Records supplied –
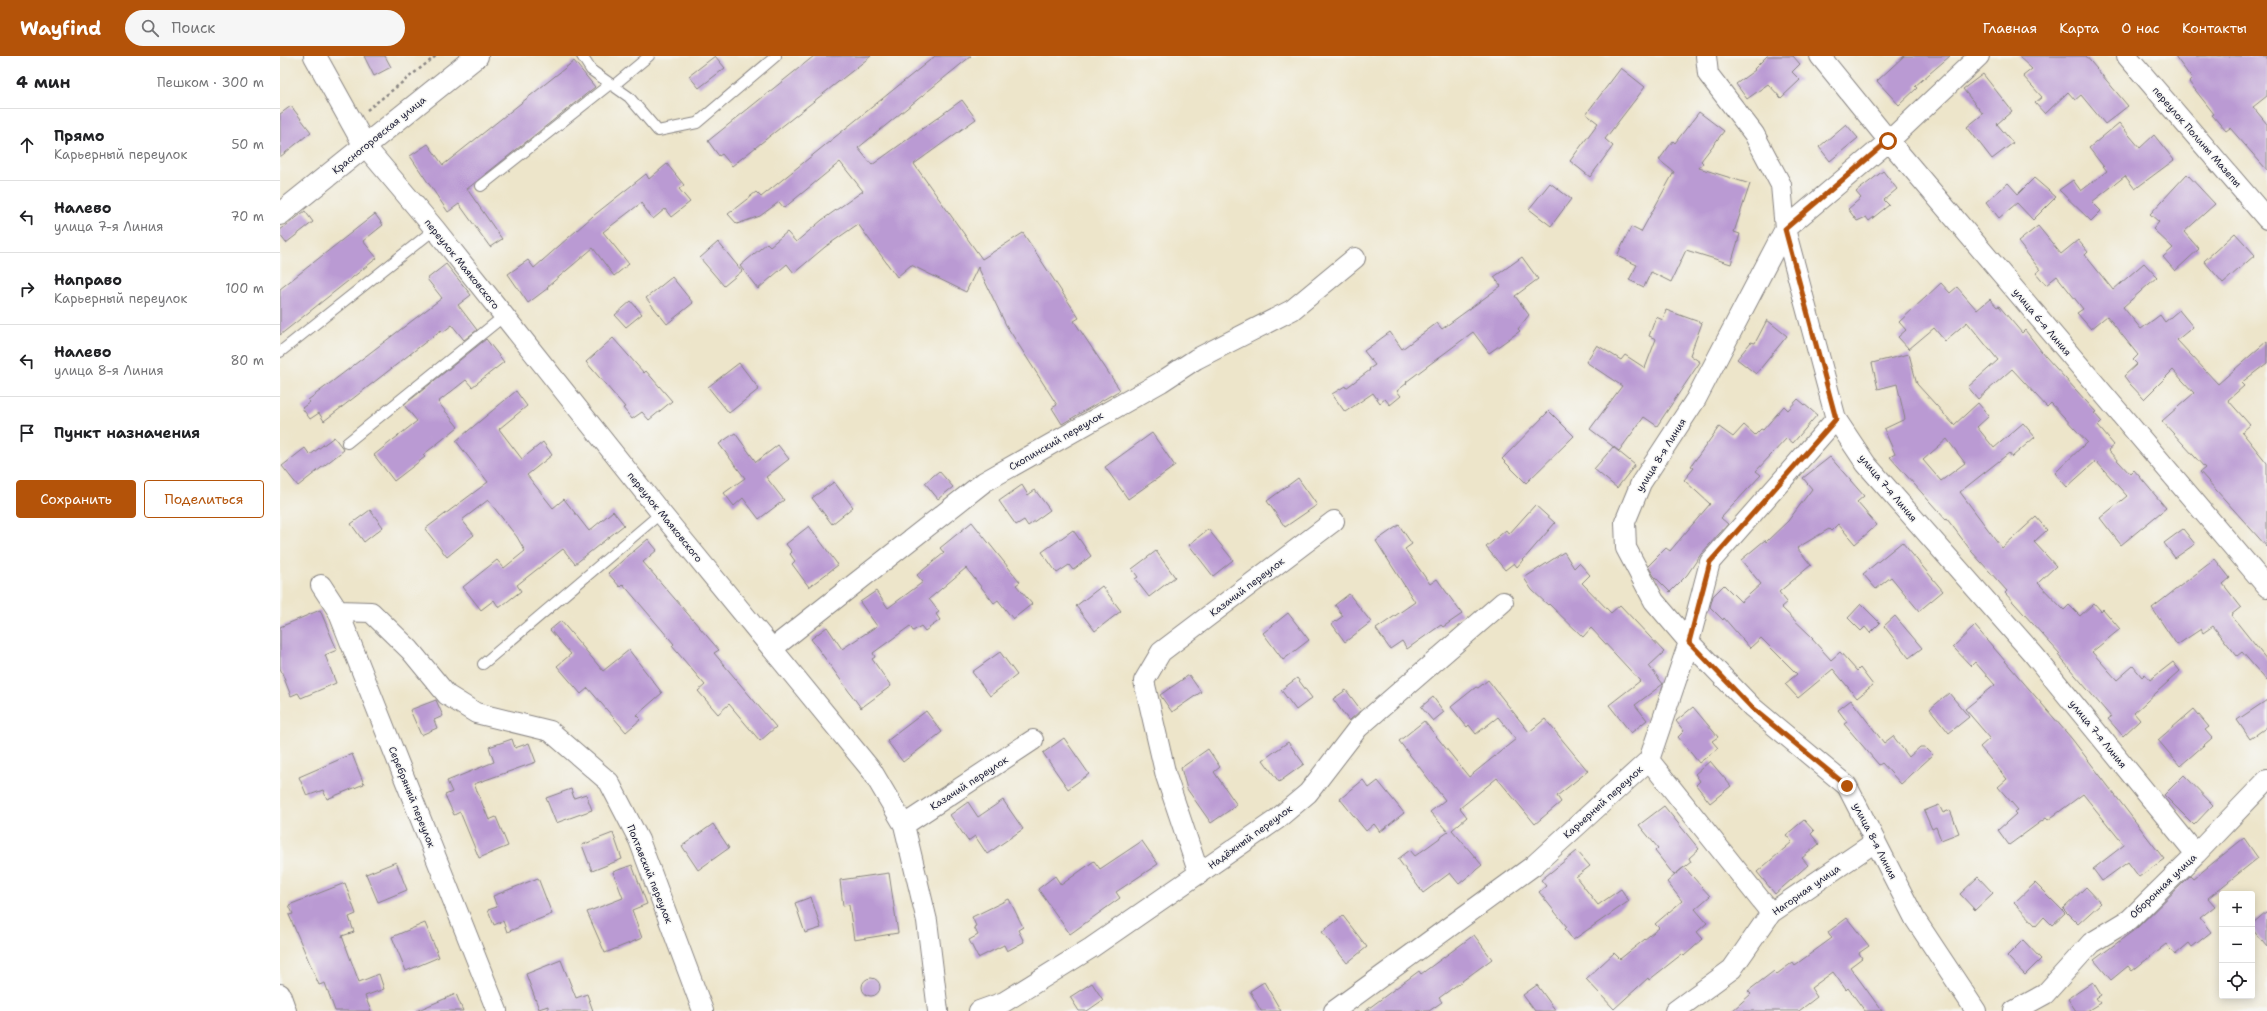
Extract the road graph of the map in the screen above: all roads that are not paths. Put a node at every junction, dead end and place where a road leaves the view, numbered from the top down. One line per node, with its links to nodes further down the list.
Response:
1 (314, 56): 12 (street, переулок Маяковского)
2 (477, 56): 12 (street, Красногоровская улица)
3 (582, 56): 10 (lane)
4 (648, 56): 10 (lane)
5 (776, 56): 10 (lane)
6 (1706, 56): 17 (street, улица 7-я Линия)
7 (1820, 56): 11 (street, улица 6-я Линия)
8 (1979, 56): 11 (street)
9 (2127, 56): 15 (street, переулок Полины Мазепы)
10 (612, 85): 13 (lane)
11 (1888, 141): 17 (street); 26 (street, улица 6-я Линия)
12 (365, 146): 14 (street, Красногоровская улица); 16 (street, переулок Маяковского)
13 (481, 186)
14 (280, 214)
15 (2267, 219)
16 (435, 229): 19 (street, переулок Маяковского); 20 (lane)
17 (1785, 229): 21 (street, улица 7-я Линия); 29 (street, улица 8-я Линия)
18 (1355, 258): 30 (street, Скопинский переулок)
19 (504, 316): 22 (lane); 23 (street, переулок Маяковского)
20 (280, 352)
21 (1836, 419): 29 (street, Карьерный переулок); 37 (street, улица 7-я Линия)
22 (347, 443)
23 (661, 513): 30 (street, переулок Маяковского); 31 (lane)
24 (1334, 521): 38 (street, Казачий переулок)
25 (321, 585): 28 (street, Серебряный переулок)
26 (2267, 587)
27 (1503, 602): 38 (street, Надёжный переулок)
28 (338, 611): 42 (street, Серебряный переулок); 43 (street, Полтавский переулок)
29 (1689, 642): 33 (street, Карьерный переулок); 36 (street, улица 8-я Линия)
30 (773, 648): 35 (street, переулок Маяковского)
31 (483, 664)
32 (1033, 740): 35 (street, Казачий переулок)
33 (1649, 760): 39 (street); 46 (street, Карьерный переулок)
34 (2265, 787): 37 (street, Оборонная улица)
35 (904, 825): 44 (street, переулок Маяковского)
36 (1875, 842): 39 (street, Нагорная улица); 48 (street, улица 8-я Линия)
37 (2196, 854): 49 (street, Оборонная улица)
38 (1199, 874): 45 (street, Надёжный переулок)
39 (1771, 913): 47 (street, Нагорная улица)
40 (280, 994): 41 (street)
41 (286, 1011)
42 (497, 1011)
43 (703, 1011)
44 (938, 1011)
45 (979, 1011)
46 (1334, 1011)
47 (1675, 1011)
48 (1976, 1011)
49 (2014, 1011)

Task to carry out – Write the material out again exactly as it appears, dropping the pictures.

Result below –
Extract the road graph of the map in the screen above: all roads that are not paths. Put a node at every junction, dead end and place where a road leaves the view, numbered from the top down. One line per node, with its links to nodes further down the list.
Response:
1 (314, 56): 12 (street, переулок Маяковского)
2 (477, 56): 12 (street, Красногоровская улица)
3 (582, 56): 10 (lane)
4 (648, 56): 10 (lane)
5 (776, 56): 10 (lane)
6 (1706, 56): 17 (street, улица 7-я Линия)
7 (1820, 56): 11 (street, улица 6-я Линия)
8 (1979, 56): 11 (street)
9 (2127, 56): 15 (street, переулок Полины Мазепы)
10 (612, 85): 13 (lane)
11 (1888, 141): 17 (street); 26 (street, улица 6-я Линия)
12 (365, 146): 14 (street, Красногоровская улица); 16 (street, переулок Маяковского)
13 (481, 186)
14 (280, 214)
15 (2267, 219)
16 (435, 229): 19 (street, переулок Маяковского); 20 (lane)
17 (1785, 229): 21 (street, улица 7-я Линия); 29 (street, улица 8-я Линия)
18 (1355, 258): 30 (street, Скопинский переулок)
19 (504, 316): 22 (lane); 23 (street, переулок Маяковского)
20 (280, 352)
21 (1836, 419): 29 (street, Карьерный переулок); 37 (street, улица 7-я Линия)
22 (347, 443)
23 (661, 513): 30 (street, переулок Маяковского); 31 (lane)
24 (1334, 521): 38 (street, Казачий переулок)
25 (321, 585): 28 (street, Серебряный переулок)
26 (2267, 587)
27 (1503, 602): 38 (street, Надёжный переулок)
28 (338, 611): 42 (street, Серебряный переулок); 43 (street, Полтавский переулок)
29 (1689, 642): 33 (street, Карьерный переулок); 36 (street, улица 8-я Линия)
30 (773, 648): 35 (street, переулок Маяковского)
31 (483, 664)
32 (1033, 740): 35 (street, Казачий переулок)
33 (1649, 760): 39 (street); 46 (street, Карьерный переулок)
34 (2265, 787): 37 (street, Оборонная улица)
35 (904, 825): 44 (street, переулок Маяковского)
36 (1875, 842): 39 (street, Нагорная улица); 48 (street, улица 8-я Линия)
37 (2196, 854): 49 (street, Оборонная улица)
38 (1199, 874): 45 (street, Надёжный переулок)
39 (1771, 913): 47 (street, Нагорная улица)
40 (280, 994): 41 (street)
41 (286, 1011)
42 (497, 1011)
43 (703, 1011)
44 (938, 1011)
45 (979, 1011)
46 (1334, 1011)
47 (1675, 1011)
48 (1976, 1011)
49 (2014, 1011)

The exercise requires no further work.